We get bogged down in minutiae so much around the politics of the series, which has happened uninterrupted since 1910 — like good on OSU for not trying to keep Bedlam alive, OU left! or the other side of the argument from OU’s perspective (which I care not to litigate) — that we forget about the bedrock of why we love sports.

“It’s bigger than football” is such a big cliche that the phrase is literally plastered into the Webster’s dictionary next to the word — don’t look it up, just trust me — but it really is bigger than football. Bedlam — and sports in general — is a gateway drug to friendship, to family and to love. It’s how I stumbled butt backwards into a profession and created lifelong friendships along the way. It’s how my dad and I connect, often through pain, sometimes through elation but always shared together.
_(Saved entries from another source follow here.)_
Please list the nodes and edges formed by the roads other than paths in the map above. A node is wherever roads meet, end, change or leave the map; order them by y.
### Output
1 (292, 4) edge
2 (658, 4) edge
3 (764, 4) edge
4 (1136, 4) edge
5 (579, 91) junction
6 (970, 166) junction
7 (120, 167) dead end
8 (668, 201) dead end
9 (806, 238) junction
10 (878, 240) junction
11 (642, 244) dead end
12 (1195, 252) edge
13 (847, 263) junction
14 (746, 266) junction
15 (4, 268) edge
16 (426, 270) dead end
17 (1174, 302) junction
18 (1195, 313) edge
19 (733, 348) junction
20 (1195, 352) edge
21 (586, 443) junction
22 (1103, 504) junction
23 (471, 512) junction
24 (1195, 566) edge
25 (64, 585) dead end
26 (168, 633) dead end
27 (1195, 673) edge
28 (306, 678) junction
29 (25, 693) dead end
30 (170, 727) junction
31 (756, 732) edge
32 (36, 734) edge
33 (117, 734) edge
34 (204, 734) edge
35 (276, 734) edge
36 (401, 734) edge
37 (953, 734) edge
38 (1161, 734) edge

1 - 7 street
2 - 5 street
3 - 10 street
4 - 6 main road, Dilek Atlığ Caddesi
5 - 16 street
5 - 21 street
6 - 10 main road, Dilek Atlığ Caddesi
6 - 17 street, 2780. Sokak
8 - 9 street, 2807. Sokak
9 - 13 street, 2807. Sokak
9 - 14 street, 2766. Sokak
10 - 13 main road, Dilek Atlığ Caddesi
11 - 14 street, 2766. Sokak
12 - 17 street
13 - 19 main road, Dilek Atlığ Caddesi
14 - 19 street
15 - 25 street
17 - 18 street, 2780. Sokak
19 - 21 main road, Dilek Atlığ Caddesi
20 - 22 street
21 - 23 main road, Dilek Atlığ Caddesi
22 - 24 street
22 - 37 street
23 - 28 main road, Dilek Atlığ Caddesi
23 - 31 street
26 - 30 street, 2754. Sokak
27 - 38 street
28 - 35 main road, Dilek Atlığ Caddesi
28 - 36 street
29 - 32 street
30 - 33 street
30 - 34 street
It’s what our family celebrates — but mostly commiserates about — each Thanksgiving. A tradition unlike any other not even the Masters can top.

So on Saturday I’ll be enjoying what may be one of the last Bedlams of my lifetime next to my pops in what is likely to be a frigid, sold-out Gaylord Memorial Stadium. I think OSU will win because I’m an eternal optimist and homer, but also because I’ve convinced myself that I cannot subject my body to freezing temps while sitting in the midst of OU fans while Boomer Sooner is played 5,329 times consecutively unless I have some faith in the Cowboys. I might be wrong. Vegas odds seem to think I’m not only wrong, but probably idiotic for thinking as much.

And that’s fine. On Saturday night, OSU will win the game, or OU will win the game, and we will move on about our life as we do no matter the result. But I hope this year you cherish it a little bit more like I will. Watch the game with your pops and soak it in. Gather with friends and relish the time together. Think about all the memories this series over the years has generated both good and bad. The Bedlam football series may not go on much longer, but I hope the connections and memories you have with friends and family and colleagues through this series, like the ones I’ve created, last a lifetime.